Wiederholt kam es dabei auch zu gewalttätigen Zusammenstößen mit Sicherheitskräften. Immer wieder wurden – durch vereinzelte Gruppen unter den Demonstranten – Autos angezündet, Schaufenster zertrümmert, Barrikaden errichtet und der Verkehr blockiert, es gab zahlreiche Verletzte und sogar Tote. Mehrfach wurden Hunderte Personen festgenommen, es waren jeweils Tausende Sicherheitskräfte im Einsatz. Die Proteste hatten sich anfangs gegen hohe Treibstoff- und Lebenserhaltungskosten gerichtet, später dann gegen die Reformpolitik Macrons an sich.

Protest der Gelbwesten
APA/AFP/Pascal Guyot
Tränengas gegen Demonstranten und regelmäßige Krawalle

Macrons „Bürgerdialog“

Der französische Präsident musste sich schließlich dem Druck der Straße beugen und stellte sich schließlich Anfang des Jahres einem „Bürgerdialog“, einem „grand debat national“. Frankreich sei nicht wie andere Länder, schrieb Macron in einem Brief.
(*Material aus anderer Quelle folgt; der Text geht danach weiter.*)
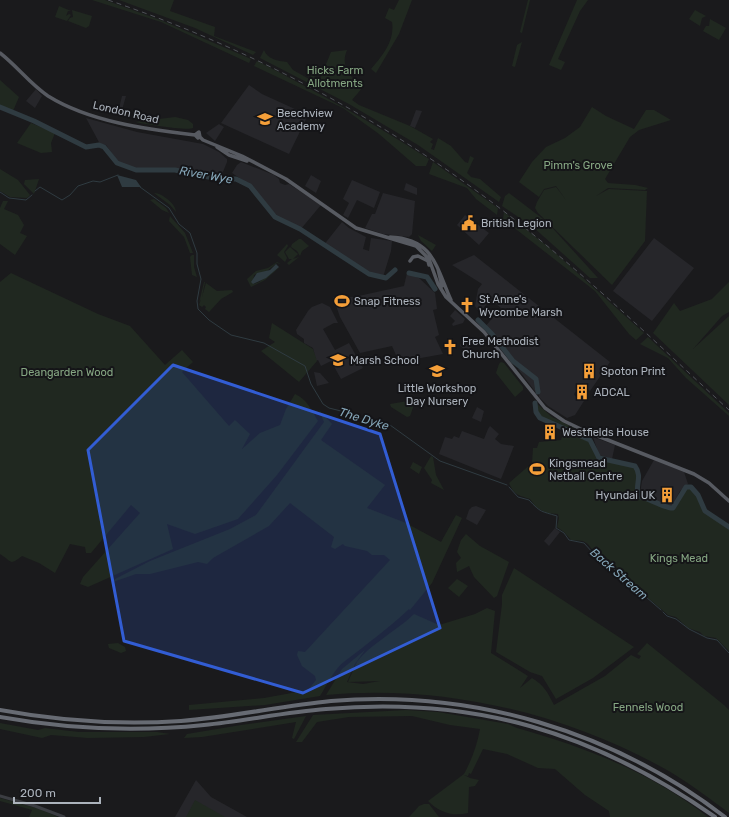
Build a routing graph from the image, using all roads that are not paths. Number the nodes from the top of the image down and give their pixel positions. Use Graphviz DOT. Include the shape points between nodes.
graph roads {
  1 [pos="0,53"];
  2 [pos="209,142"];
  3 [pos="220,147"];
  4 [pos="235,155"];
  5 [pos="257,165"];
  6 [pos="384,237"];
  7 [pos="410,261"];
  8 [pos="438,269"];
  9 [pos="437,280"];
  10 [pos="446,297"];
  11 [pos="451,301"];
  12 [pos="729,501"];
  13 [pos="0,710"];
  14 [pos="0,717"];
  15 [pos="0,796"];
  16 [pos="64,817"];
  17 [pos="715,817"];
  18 [pos="725,817"];
  1 -- 2 [label="main road, London Road" via="47,95 71,107 112,121 195,135"];
  2 -- 3 [label="main road"];
  2 -- 5 [label="main road" via="229,155"];
  3 -- 4 [label="main road"];
  3 -- 5 [label="main road"];
  5 -- 6 [label="main road" via="291,182 356,228"];
  6 -- 9 [label="main road" via="407,243 420,250 430,259"];
  6 -- 11 [label="main road" via="414,241 433,257"];
  7 -- 9 [label="main road" via="413,257 422,257 428,261"];
  8 -- 10 [label="main road"];
  9 -- 10 [label="main road"];
  10 -- 11 [label="main road"];
  11 -- 12 [label="main road" via="484,332 545,408 585,431 694,474 709,483"];
  13 -- 18 [label="highway" via="51,718 133,722 182,720 333,701 394,700 463,705 490,709 556,727 627,756 670,780"];
  14 -- 17 [label="highway" via="47,724 147,729 204,725 327,709 379,707 457,711 516,722 591,746 644,772"];
  15 -- 16 [label="street"];
}
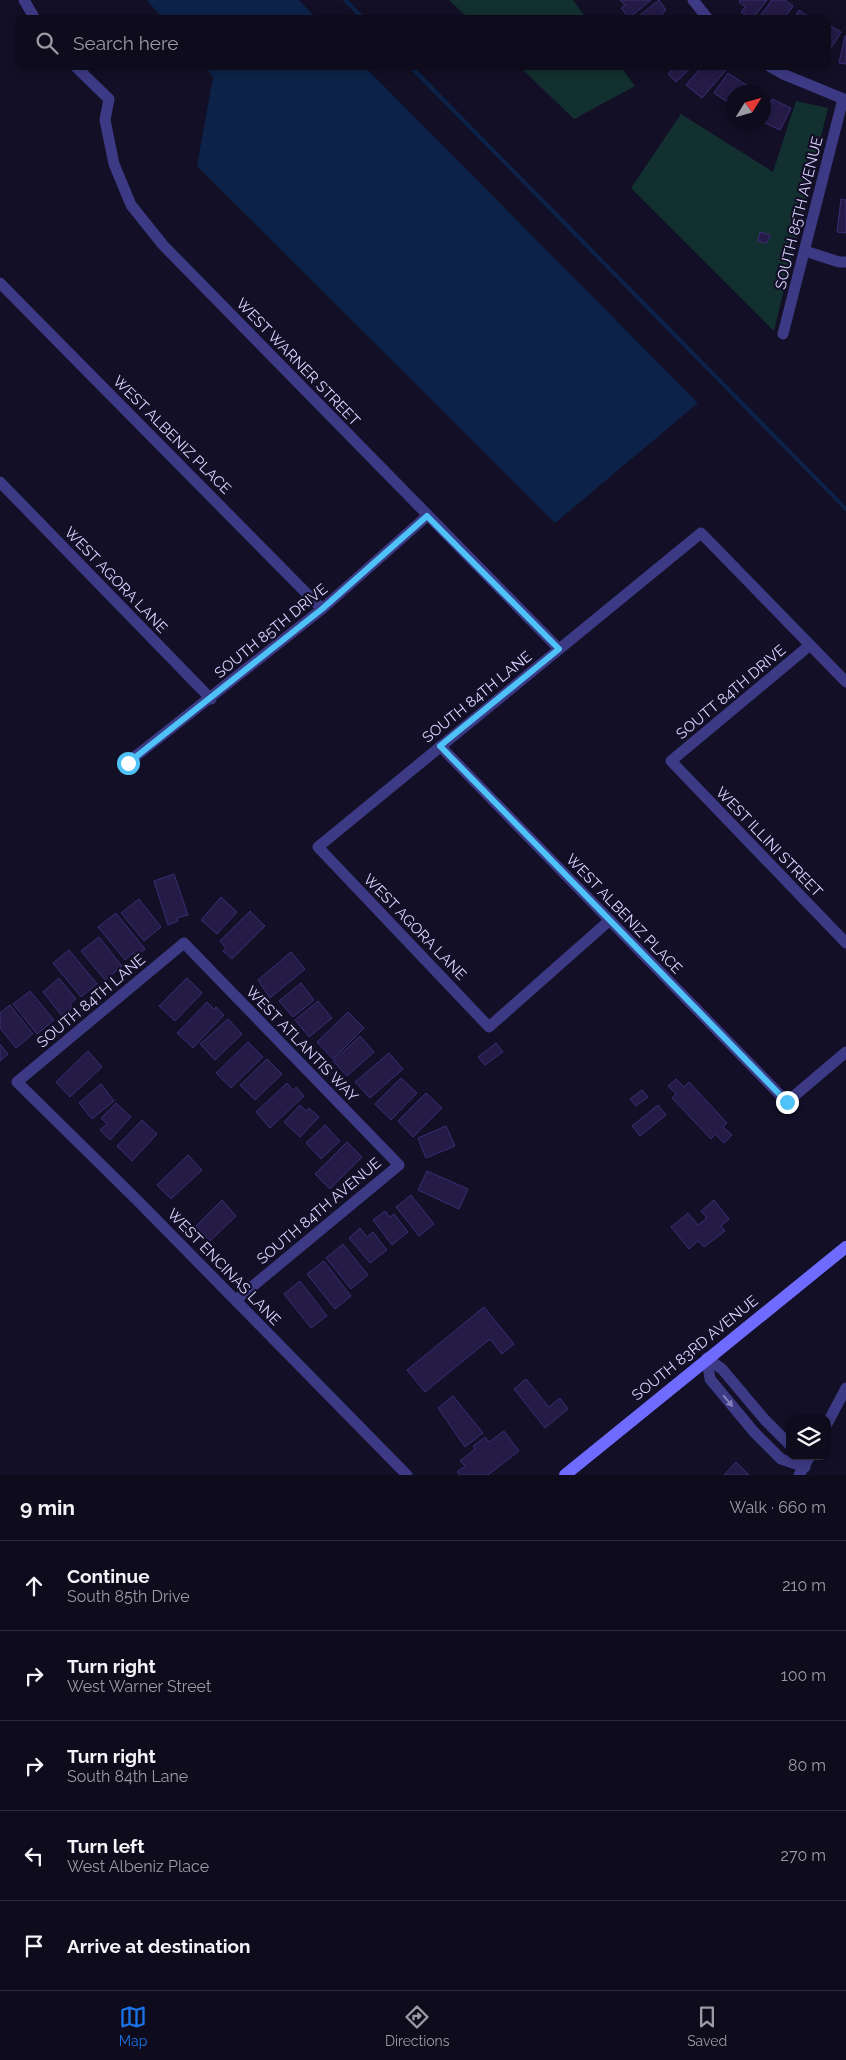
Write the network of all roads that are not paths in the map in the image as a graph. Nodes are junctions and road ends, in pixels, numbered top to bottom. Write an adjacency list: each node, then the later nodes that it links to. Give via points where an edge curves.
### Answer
1 (24, 0): 3 (street)
2 (693, 0): 4 (street)
3 (33, 15)
4 (705, 15)
5 (79, 70): 13 (street, WEST WARNER STREET, via 109,99 105,120 114,164 130,205 162,246)
6 (776, 70): 7 (street)
7 (845, 99): 8 (street, SOUTH 85TH AVENUE)
8 (805, 251): 9 (street); 11 (street, SOUTH 85TH AVENUE)
9 (846, 262)
10 (0, 282): 14 (street, WEST ALBENIZ PLACE)
11 (783, 334)
12 (0, 482): 18 (street, WEST AGORA LANE)
13 (427, 516): 14 (street, SOUTH 85TH DRIVE); 16 (street, WEST WARNER STREET)
14 (322, 609): 18 (street, SOUTH 85TH DRIVE)
15 (810, 645): 16 (street, SOUTH 84TH LANE, via 701,533); 17 (street); 20 (street, SOUTT 84TH DRIVE)
16 (559, 649): 19 (street, SOUTH 84TH LANE)
17 (846, 682)
18 (211, 698): 21 (street, SOUTH 85TH DRIVE)
19 (440, 746): 22 (street, SOUTH 84TH LANE); 23 (street, WEST ALBENIZ PLACE)
20 (670, 761): 24 (street, WEST ILLINI STREET)
21 (128, 763)
22 (318, 847): 23 (street, WEST AGORA LANE, via 489,1027)
23 (610, 920): 26 (street, WEST ALBENIZ PLACE, via 787,1102)
24 (846, 943)
25 (184, 944): 27 (street, SOUTH 84TH LANE); 28 (street, WEST ATLANTIS WAY)
26 (846, 1052)
27 (17, 1082): 30 (street, WEST ENCINAS LANE)
28 (399, 1165): 30 (street, SOUTH 84TH AVENUE)
29 (846, 1247): 31 (main road, SOUTH 83RD AVENUE)
30 (236, 1300): 36 (street, WEST ENCINAS LANE)
31 (707, 1358): 34 (street, via 722,1369); 35 (street, one-way to 35, via 710,1379 754,1432 781,1459); 37 (main road, SOUTH 83RD AVENUE)
32 (846, 1388): 33 (street)
33 (831, 1416)
34 (786, 1441)
35 (805, 1466)
36 (408, 1475)
37 (565, 1475)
Die Französinnen und Franzosen seien sensibler, was soziale Ungerechtigkeiten betreffe.

Die Regierung versprach eine Senkung der Einkommensteuer, der staatliche Rechnungshof sollte Steuerschlupflöcher schließen. Pläne für eine Reform der Arbeitslosenunterstützung und des Pensionssystems wurden nur temporär auf Eis gelegt, um die Gemüter zu beruhigen. Nun sind sie wieder aktuell.

Die „Saat“ der Proteste

Die Änderungen sollten per Dekret erfolgen, schrieb das „Wall Street Journal“, und könnte sich als gefährlich erweisen, gibt dieses Vorgehen der Regierung doch die Möglichkeit, das Parlament zu umgehen. Macron bediene sich nicht zum ersten Mal dieser Taktik. Dasselbe habe er etwa getan, als Unternehmen die Kündigung von Mitarbeitern erleichtert worden sei. Das sei die Saat der Spannungen gewesen, „die in den ‚Gelbwesten‘-Protesten explodiert“ sei.